Background: One of the most common facial bone fractures is that of the lower jaw. The mandible is the second most frequently seen facial bone fractures behind that of the nose. It can be fractured at six different locations along this long facial bone and multiple (bilateral) fractures are common. One area of the lower jaw that is particularly prone to fracture is that of the subcondylar region Known as the neck of the jaw joint (TMJ), it is the thinnest section of the entire lower jaw as it supports the condyle above it which sits in the glenoid fossa.
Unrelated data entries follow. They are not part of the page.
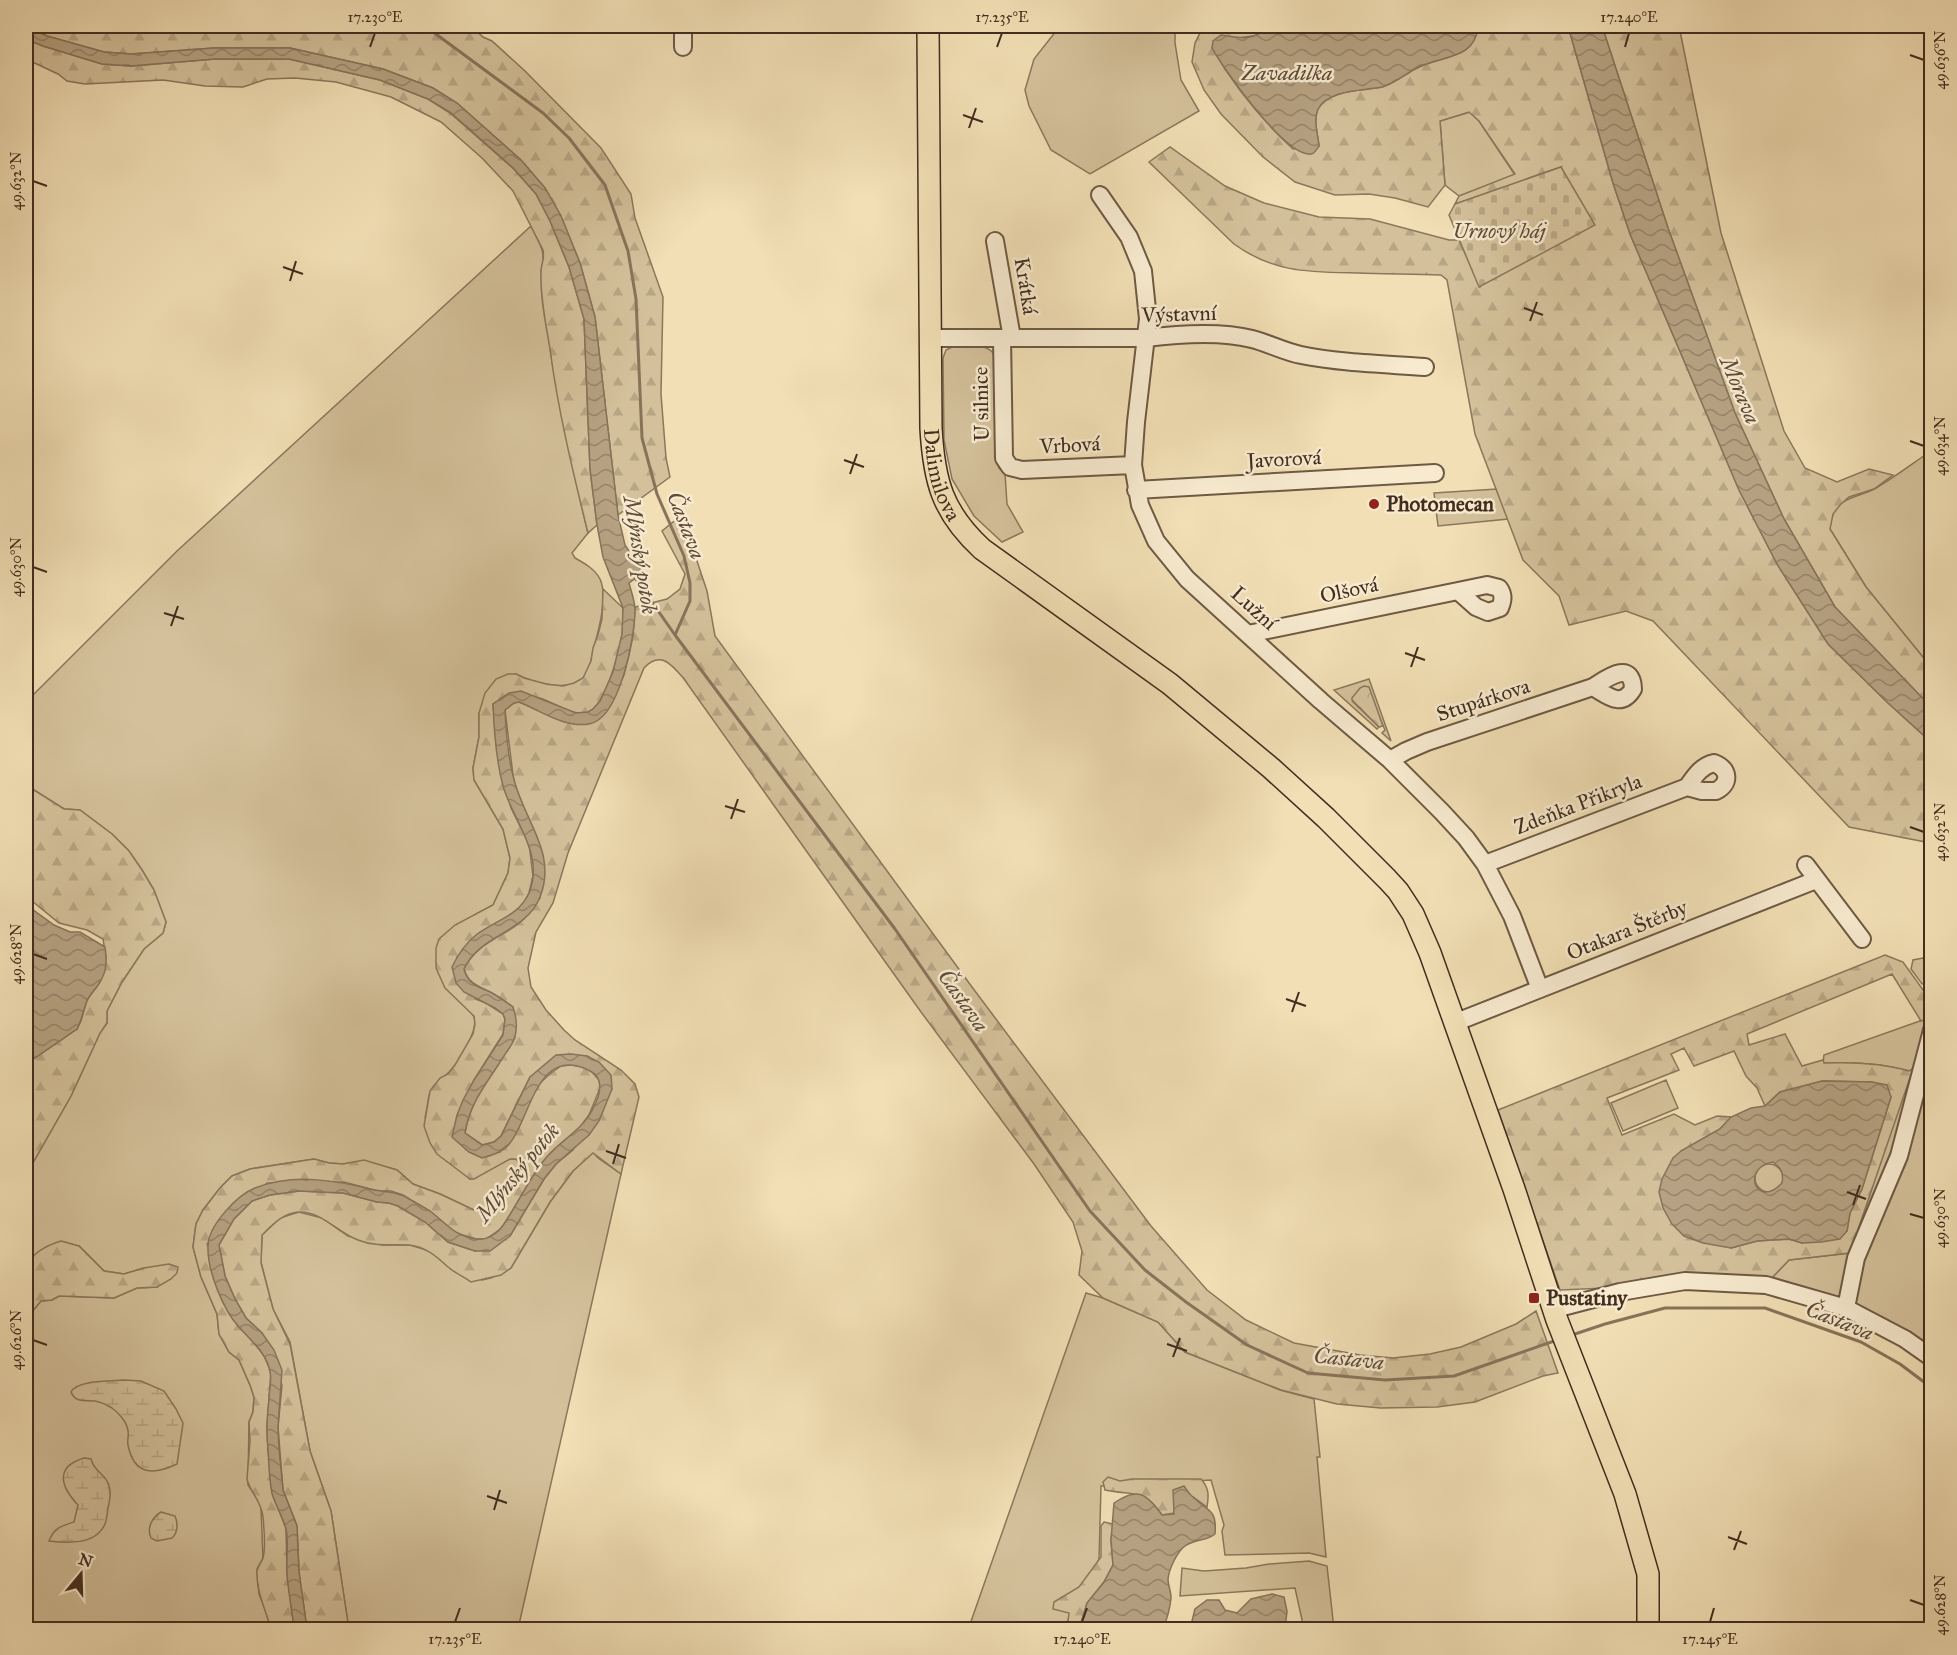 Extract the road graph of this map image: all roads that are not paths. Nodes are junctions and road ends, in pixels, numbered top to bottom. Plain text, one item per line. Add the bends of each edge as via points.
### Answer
1 (682, 26) edge
2 (928, 26) edge
3 (682, 47) dead end
4 (1100, 195) dead end
5 (995, 241) dead end
6 (930, 338) junction
7 (1007, 338) junction
8 (1146, 338) junction
9 (1425, 367) dead end
10 (1133, 465) junction
11 (1010, 467) joint
12 (1435, 473) dead end
13 (1136, 490) junction
14 (1458, 591) dead end
15 (1248, 634) junction
16 (1593, 687) dead end
17 (1390, 760) junction
18 (1687, 787) dead end
19 (1485, 864) junction
20 (1806, 865) dead end
21 (1816, 880) junction
22 (1862, 939) dead end
23 (1540, 989) junction
24 (1454, 1023) junction
25 (1932, 1030) edge
26 (1846, 1308) junction
27 (1556, 1315) junction
28 (1932, 1358) edge
29 (1648, 1629) edge

1 - 3 street
2 - 6 main road, Dalimilova
4 - 8 street, Lužní via 1129,237 1143,271
5 - 7 street, Krátká
6 - 7 street, Výstavní
6 - 24 main road, Dalimilova via 935,468 948,508 963,530 982,549 1170,684 1339,831 1398,891 1413,914
7 - 8 street, Výstavní
7 - 11 street, U silnice via 1004,458
8 - 9 street, Výstavní via 1223,335 1249,338 1299,355
8 - 10 street, Lužní
10 - 11 street, Vrbová via 1022,470
10 - 13 street, Lužní
12 - 13 street, Javorová
13 - 15 street, Lužní via 1156,541 1187,579
14 - 15 street, Olšová
15 - 17 street, Lužní
16 - 17 street, Stupárkova via 1427,742
17 - 19 street, Lužní via 1466,838
18 - 19 street, Zdeňka Přikryla
19 - 23 street, Lužní via 1512,916
20 - 21 street
21 - 22 street
21 - 23 street, Otakara Štěrby
23 - 24 street, Otakara Štěrby
24 - 27 main road, Dalimilova
25 - 26 street via 1899,1156 1856,1258
26 - 27 street via 1766,1285 1685,1281 1620,1292
26 - 28 street
27 - 29 main road, Dalimilova via 1638,1534 1648,1574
Because it is a thin section of bone that is vertically oriented trauma to the lower jaw, particularly from falls where the force is transferred up along he vertical ramus causes a subcondylar fracture. While subcondylar fractures can occur in isolation, they are more commonly seen with fractures along the jawline on the opposite side of it. If the fall occurs directly on the chin bilateral subcondykar fractures can occur.
Because of the strong ligamentous attachments to the subcondylar area, most subcondylar fractures keep the condyle within the joint space. As a result closed reduction of these common types of subcondylar fractures is all that is needed. (realigning the lower jaw by occlusal interdigitation fro a short period of time) But when the condylar segment is severely angulated (90 degrees) it becomes entrapped and closed reduction techniques will not get it properly aligned or even close. Open reduction and internal fixation is needed in which the surgical approach depends on the level of the subcondylar fracture.
Case Study: This teen sustained an isolated severely angulated left subcondylar fracture from a fall off of a bike. A CT scan showed a coney out of the fossa with a 90 degree condylar dislocation and a high fracture line location. Her oral opening was limited to a10mms interincisal distance.
Under general anesthesia a retrotragal preauricuar incision was made through which the fractured bone segment was extracted. Trying to fix the subcondylar fracture which in place was technically impossible. A fixation plate was applied to the extracted bone segment which was reimplant and secured in a vertical alignment. She was kept in intermaxillary fixation for two weeks with another week of elastics. Her preauricular incision healed well, her interincisal oral opening returned to greater than 40mms with a slight deviation and a CT scan showed good alignment of the condyle in the fossa.
Open reduction and fixation of subcondylar fractures is challenging due to the limited access and the location of the facial nerve. In high subcondylar fractures fixation requires bone removal to get the plate properly applied. In lower subcondylar fractures a retromandibular incision can be used and the bine segmented aligned and plated in place.
1) One of the most common lower jaw fractures is in the subcondylar region right below/at the temporormandibular joint.
2) In a displaced subcondylar fracture where the condyle is out of the joint space, mouth opening is restricted and surgical intervention is required.
3) Open reduction and internal fixation of subcondylar fractures can be done through a preauricular approach if the fracture is high on the neck.